Bei der Reduzierung des weltweiten CO2-Ausstoßes von Pkw bietet laut der aktuellen McKinsey-Studie "Roads towards a low-carbon future" die Weiterentwicklung des klassischen Verbrennungsmotors und Antriebsstrangs das größte Potenzial. So lässt sich nach Angaben des Beratungsunternehmens der CO2-Ausstoß von Pkw bis 2030 um jährlich 2,2 Gigatonnen reduzieren. Die Hälfte dieses langfristig möglichen Absenkungspotenzials könne die Automobilindustrie durch die sparsamere Kraftstoffverwertung bei Pkw mit Verbrennungsmotoren erreichen. Knapp ein Viertel dieses Potenzials soll aus neuen Antriebstechnologien wie Hybrid-, Plug-in-Hybrid- oder Elektro-Fahrzeugen kommen. Beigemischte Biokraftstoffe und Konzepte zur Änderung des Fahrverhaltens und besseren Verkehrsführung bilden zusammen das restliche Vermeidungspotenzial.

Obwohl die Berater davon ausgehen, dass ein Teil dieser Maßnahmen mittelfristig Gewinne abwerfen werde, rechnen sie mit einem Anstieg der zusätzlichen jährlichen Kosten auf 170 bis 250 Milliarden Euro bis zum Jahr 2030 - allein zur Steigerung der Kraftstoffeffizienz, beispielsweise durch Weiterentwicklung von Motor und Antriebsstrang, Senkung des Rollwiderstands der Reifen und leichtere, aerodynamischere Karosserien.

"In diesen Investitionen liegt allerdings eine große Chance", betont Christian Malorny, der bei McKinsey das Beratungsgeschäft für deutsche Klienten aus der Automobil- und Zulieferindustrie leitet. "Mit dieser zusätzlichen Wertschöpfung entsteht ein neuer milliardenschwerer Markt. Und die deutsche Autoindustrie ist im Bereich sauberer Technologien klarer Innovations- und Marktführer." Die Notwendigkeit dieser Investitionen betont Andreas E. Zielke, Leiter der weltweiten Automobilberatung bei McKinsey: "Wir rechnen angesichts der sich nahezu verdoppelnden weltweiten Pkw-Flotte bis 2030 mit einem Anstieg des CO2-Ausstoßes um dramatische 54 Prozent - wenn nicht investiert wird." Würden dagegen die technischen und organisatorischen Verbesserungspotenziale ausgeschöpft werden, ließe sich laut Zielke der CO2-Ausstoß bis 2030 sogar noch um 18 Prozent unter das Niveau von 2006 zurückführen.

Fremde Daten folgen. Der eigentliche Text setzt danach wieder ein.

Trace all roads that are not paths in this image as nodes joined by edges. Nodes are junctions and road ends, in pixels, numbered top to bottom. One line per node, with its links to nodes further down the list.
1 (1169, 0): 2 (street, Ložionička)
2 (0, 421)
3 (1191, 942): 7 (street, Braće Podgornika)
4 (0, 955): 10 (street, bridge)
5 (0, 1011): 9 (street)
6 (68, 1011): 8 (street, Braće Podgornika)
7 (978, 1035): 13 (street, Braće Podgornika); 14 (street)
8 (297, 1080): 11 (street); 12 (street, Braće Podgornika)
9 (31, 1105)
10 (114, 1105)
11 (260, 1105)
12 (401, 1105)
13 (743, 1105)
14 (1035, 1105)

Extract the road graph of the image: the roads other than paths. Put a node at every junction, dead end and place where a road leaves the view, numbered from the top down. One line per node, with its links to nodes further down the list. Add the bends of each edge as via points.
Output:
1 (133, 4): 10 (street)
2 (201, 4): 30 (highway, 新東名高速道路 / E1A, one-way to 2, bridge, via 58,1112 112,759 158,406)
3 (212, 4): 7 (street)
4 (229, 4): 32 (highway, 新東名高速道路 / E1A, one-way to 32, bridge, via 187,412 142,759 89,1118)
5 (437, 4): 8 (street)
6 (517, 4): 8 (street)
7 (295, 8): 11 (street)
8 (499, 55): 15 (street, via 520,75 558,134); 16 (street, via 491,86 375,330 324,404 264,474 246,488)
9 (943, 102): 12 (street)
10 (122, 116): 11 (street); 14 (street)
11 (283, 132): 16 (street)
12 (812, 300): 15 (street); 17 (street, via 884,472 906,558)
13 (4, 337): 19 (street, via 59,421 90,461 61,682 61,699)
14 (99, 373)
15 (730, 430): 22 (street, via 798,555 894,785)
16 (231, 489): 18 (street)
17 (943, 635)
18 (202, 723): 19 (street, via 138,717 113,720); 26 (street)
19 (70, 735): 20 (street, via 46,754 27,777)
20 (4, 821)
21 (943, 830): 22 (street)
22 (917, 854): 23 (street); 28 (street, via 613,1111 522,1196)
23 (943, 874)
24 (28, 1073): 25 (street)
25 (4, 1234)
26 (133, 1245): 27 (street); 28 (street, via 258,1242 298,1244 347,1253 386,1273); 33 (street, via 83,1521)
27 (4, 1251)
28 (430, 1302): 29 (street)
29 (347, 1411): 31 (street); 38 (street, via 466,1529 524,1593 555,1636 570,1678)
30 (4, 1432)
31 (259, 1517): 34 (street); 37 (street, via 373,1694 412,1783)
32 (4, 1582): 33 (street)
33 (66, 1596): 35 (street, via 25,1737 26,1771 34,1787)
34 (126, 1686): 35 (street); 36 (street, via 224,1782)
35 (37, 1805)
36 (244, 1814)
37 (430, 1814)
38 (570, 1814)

Für die Studie "Roads towards a low-carbon future" hat McKinsey im Rahmen eines 18-monatigen Forschungsprojekts drei verschiedene Szenarien untersucht, die den Weg zu einer emissionsarmen Zukunft für den Pkw-Sektor aufzeigen. Der Fokus der Studie liegt auf dem Durchschnittsszenario, bei dem ein "Technologie-Mix" aus optimierten Verbrennungsmotoren, Benzin-Elektro-Hybridfahrzeugen und reinen Elektrofahrzeugen vorausgesetzt wird. In diesem Szenario würden beim weltweiten Absatz von Neuwagen im Jahr 2030 drei Prozent auf Elektrofahrzeuge (circa drei Millionen pro Jahr), 16 Prozent auf Plug-in-Hybrid-Elektrofahrzeuge (circa 14 Millionen pro Jahr) und 23 Prozent auf Hybridfahrzeuge (etwa 21 Millionen pro Jahr) entfallen.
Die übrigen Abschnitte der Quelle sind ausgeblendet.